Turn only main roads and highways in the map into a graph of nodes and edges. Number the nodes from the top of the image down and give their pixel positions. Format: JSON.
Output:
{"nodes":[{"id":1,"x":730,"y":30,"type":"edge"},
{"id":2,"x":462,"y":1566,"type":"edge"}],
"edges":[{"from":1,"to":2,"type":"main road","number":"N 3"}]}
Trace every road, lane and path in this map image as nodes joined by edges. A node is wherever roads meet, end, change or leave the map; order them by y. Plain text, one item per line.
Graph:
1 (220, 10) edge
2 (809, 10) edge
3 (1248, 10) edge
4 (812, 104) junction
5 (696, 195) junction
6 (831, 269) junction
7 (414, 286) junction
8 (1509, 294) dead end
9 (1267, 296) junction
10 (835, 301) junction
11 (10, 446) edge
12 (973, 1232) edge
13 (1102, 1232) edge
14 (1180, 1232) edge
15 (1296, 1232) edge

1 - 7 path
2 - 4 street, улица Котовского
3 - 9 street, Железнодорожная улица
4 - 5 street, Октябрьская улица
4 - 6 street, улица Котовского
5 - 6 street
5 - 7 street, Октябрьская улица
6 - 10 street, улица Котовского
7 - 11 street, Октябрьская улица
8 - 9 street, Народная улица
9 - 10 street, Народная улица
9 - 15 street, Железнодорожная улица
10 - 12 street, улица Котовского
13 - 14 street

-----

Assignment:
Nothing in the listing above may be altered; transcribe all of it.

Written solution:
Turn only main roads and highways in the map into a graph of nodes and edges. Number the nodes from the top of the image down and give their pixel positions. Format: JSON.
Output:
{"nodes":[{"id":1,"x":730,"y":30,"type":"edge"},
{"id":2,"x":462,"y":1566,"type":"edge"}],
"edges":[{"from":1,"to":2,"type":"main road","number":"N 3"}]}
Trace every road, lane and path in this map image as nodes joined by edges. A node is wherever roads meet, end, change or leave the map; order them by y. Plain text, one item per line.
Graph:
1 (220, 10) edge
2 (809, 10) edge
3 (1248, 10) edge
4 (812, 104) junction
5 (696, 195) junction
6 (831, 269) junction
7 (414, 286) junction
8 (1509, 294) dead end
9 (1267, 296) junction
10 (835, 301) junction
11 (10, 446) edge
12 (973, 1232) edge
13 (1102, 1232) edge
14 (1180, 1232) edge
15 (1296, 1232) edge

1 - 7 path
2 - 4 street, улица Котовского
3 - 9 street, Железнодорожная улица
4 - 5 street, Октябрьская улица
4 - 6 street, улица Котовского
5 - 6 street
5 - 7 street, Октябрьская улица
6 - 10 street, улица Котовского
7 - 11 street, Октябрьская улица
8 - 9 street, Народная улица
9 - 10 street, Народная улица
9 - 15 street, Железнодорожная улица
10 - 12 street, улица Котовского
13 - 14 street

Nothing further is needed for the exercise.